STORED DATA START

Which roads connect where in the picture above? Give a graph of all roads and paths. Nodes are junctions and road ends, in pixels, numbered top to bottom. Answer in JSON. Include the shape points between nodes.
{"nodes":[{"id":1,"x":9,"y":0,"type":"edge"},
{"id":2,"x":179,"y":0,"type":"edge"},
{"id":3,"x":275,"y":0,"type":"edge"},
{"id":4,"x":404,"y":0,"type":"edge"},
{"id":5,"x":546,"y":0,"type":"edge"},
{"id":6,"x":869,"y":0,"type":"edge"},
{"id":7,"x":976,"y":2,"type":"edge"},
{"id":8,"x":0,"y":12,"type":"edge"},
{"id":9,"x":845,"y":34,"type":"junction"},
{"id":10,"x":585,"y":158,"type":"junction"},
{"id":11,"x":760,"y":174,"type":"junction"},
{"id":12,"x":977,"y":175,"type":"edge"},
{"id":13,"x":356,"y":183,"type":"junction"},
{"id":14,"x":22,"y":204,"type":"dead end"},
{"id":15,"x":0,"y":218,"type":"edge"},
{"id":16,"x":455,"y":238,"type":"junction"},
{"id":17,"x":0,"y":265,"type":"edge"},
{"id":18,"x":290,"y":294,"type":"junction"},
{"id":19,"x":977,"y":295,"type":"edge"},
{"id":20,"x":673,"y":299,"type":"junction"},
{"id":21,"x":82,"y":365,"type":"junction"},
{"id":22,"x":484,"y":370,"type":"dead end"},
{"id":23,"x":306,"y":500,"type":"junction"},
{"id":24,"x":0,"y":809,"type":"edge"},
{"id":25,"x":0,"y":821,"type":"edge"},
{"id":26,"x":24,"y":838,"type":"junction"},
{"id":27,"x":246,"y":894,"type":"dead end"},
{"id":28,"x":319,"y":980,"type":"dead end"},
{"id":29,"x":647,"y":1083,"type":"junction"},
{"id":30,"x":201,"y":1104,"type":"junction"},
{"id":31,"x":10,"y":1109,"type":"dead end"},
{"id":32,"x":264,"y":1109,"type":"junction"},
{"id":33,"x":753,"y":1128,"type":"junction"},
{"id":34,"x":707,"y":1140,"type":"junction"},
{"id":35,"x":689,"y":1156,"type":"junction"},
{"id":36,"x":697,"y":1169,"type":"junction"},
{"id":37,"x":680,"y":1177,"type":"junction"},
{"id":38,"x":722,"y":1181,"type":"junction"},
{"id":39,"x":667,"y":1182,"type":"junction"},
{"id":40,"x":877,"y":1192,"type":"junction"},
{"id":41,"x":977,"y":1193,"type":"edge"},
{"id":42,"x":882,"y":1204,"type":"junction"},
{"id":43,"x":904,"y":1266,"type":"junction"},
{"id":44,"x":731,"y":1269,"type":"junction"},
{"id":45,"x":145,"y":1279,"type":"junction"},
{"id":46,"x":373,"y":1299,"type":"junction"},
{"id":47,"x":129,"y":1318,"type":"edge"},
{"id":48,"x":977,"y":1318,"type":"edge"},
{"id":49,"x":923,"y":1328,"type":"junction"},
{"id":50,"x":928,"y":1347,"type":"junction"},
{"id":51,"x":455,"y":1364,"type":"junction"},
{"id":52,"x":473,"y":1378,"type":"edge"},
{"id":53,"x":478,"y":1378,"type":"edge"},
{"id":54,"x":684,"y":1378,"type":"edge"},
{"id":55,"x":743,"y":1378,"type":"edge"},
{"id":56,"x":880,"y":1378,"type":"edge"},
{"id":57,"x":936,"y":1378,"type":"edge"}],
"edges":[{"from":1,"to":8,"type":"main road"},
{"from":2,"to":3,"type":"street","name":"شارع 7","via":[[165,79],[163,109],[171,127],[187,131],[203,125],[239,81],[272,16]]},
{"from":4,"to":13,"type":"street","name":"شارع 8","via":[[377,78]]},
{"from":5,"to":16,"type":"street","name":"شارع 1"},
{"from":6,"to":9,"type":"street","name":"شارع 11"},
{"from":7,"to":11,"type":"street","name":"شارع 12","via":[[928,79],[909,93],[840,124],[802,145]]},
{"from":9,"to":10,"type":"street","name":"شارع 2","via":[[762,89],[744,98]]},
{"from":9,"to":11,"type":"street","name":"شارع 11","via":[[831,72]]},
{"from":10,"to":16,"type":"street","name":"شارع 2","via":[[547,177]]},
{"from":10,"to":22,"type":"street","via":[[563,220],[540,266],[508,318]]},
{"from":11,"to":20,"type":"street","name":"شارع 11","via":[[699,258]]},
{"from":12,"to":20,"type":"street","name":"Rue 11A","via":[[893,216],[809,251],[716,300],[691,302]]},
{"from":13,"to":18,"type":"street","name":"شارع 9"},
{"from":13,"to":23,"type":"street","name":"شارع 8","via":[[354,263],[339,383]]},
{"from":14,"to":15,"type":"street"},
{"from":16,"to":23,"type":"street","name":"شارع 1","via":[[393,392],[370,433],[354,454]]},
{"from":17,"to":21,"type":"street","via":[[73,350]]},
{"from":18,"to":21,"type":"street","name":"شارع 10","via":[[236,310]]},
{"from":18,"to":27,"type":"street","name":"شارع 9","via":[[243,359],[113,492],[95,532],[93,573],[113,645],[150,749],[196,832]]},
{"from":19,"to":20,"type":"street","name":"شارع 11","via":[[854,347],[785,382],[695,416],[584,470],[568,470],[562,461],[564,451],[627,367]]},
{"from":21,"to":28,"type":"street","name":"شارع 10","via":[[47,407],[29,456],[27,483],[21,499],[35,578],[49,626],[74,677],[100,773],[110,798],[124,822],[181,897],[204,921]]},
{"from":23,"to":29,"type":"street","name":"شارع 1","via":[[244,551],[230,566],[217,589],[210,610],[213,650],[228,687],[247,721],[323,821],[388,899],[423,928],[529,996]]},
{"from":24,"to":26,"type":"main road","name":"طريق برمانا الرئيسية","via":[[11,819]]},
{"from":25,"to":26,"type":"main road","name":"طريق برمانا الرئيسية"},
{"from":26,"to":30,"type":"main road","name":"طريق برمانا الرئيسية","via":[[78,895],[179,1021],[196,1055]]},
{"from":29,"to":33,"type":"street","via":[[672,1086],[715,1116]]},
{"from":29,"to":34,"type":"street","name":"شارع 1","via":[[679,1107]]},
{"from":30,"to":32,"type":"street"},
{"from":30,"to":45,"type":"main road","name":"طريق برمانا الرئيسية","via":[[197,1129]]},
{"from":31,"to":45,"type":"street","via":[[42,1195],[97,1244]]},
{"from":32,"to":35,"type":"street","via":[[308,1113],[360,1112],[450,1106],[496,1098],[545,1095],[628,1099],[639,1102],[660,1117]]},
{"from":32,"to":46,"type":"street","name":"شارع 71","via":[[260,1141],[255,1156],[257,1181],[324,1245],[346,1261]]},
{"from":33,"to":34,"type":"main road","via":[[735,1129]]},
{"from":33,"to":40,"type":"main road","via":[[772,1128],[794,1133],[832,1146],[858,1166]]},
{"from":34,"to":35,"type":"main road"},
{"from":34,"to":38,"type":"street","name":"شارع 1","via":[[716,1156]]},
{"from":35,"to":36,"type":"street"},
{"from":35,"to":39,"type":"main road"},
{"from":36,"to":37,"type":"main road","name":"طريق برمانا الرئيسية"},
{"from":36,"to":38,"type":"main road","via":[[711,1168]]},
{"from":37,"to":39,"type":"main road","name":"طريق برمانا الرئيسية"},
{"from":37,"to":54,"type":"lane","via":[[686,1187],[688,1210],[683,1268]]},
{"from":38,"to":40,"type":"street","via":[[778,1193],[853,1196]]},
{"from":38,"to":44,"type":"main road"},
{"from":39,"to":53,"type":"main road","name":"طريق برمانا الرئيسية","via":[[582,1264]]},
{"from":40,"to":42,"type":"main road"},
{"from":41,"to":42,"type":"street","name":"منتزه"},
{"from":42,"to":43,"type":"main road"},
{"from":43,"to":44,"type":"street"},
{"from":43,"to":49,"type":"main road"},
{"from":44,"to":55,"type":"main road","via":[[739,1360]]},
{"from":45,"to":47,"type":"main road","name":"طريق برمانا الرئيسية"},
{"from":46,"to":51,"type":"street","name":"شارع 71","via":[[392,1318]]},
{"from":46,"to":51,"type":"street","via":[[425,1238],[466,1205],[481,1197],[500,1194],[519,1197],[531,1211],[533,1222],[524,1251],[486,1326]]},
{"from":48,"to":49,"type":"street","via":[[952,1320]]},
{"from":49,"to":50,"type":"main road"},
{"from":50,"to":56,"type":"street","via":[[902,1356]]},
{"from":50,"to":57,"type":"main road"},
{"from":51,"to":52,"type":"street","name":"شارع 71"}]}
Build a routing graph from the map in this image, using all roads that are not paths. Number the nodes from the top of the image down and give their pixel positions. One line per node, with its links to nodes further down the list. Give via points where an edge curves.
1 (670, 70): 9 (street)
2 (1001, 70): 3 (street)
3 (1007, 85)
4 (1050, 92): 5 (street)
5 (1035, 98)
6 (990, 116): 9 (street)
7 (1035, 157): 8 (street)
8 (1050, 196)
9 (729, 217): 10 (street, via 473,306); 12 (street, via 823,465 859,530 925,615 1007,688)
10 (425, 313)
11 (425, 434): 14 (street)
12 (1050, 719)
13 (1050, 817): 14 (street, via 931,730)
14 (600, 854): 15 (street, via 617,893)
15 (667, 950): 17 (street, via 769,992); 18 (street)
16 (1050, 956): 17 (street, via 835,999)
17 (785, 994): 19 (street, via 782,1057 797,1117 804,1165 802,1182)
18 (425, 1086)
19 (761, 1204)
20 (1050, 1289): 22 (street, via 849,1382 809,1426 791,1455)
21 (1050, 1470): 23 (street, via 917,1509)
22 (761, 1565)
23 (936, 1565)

STORED DATA END

WHAT YOU HAVE TO DO:
Check every line above for the string "paths" and state how many have it, with no other words.

FINAL ANSWER:
2